Each line of the listing below containing the word "lane" should be returned.
───── Record set
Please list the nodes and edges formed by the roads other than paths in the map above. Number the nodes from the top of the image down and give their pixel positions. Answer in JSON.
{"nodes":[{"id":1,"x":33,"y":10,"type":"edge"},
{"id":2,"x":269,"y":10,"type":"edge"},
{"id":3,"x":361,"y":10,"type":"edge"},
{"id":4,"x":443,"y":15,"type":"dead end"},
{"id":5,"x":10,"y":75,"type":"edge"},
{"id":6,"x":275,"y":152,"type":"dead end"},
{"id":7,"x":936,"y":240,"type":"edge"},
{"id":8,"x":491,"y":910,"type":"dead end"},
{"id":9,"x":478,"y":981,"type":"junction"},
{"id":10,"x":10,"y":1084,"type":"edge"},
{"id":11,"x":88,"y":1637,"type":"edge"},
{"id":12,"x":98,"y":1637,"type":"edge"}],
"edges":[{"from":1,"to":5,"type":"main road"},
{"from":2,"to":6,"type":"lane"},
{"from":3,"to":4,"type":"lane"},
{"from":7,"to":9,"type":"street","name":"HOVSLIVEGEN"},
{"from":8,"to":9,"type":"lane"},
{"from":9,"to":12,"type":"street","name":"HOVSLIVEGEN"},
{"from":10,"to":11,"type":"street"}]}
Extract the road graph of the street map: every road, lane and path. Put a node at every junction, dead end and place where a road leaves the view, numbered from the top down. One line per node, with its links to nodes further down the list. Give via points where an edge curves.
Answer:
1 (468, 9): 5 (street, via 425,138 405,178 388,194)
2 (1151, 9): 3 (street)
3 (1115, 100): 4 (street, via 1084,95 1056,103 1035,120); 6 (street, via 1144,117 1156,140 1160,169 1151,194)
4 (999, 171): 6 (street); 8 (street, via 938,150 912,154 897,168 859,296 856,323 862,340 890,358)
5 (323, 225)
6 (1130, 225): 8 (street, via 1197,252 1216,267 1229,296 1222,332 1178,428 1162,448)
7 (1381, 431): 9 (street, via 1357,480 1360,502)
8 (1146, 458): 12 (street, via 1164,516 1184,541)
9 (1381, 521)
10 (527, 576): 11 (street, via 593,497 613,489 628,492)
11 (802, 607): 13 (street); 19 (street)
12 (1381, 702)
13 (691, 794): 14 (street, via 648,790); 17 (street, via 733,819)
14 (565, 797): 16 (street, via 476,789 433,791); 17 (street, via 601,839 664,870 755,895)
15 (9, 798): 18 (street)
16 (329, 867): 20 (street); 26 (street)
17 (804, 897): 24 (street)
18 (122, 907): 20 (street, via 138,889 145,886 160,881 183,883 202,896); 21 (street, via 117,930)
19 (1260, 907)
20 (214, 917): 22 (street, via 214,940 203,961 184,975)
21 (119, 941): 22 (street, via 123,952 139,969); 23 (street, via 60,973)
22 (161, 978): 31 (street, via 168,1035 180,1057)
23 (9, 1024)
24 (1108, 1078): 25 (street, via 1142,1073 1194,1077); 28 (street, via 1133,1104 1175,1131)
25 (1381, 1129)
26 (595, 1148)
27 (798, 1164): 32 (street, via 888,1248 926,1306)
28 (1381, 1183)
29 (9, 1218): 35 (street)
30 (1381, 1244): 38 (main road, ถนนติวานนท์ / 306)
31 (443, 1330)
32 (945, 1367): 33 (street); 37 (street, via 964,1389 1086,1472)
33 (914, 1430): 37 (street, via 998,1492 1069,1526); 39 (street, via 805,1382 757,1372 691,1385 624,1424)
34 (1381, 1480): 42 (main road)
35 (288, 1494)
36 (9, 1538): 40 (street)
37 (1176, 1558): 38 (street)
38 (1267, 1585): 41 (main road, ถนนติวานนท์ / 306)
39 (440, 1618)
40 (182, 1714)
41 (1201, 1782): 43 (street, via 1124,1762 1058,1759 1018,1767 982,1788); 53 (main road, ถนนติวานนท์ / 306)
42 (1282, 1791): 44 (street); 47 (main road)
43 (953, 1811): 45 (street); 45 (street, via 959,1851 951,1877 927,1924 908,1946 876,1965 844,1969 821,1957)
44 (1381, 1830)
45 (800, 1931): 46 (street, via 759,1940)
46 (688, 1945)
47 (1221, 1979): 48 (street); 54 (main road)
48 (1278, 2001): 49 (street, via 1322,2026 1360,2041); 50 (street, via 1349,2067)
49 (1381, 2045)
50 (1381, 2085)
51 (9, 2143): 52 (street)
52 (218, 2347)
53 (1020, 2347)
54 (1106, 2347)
──────────
Result:
{"from":2,"to":6,"type":"lane"},
{"from":3,"to":4,"type":"lane"},
{"from":8,"to":9,"type":"lane"},
Extract the road graph of the street map: every road, lane and path. Put a node at every junction, dead end and place where a road leaves the view, numbered from the top down. One line per node, with its links to nodes further down the list. Give via points where an edge curves.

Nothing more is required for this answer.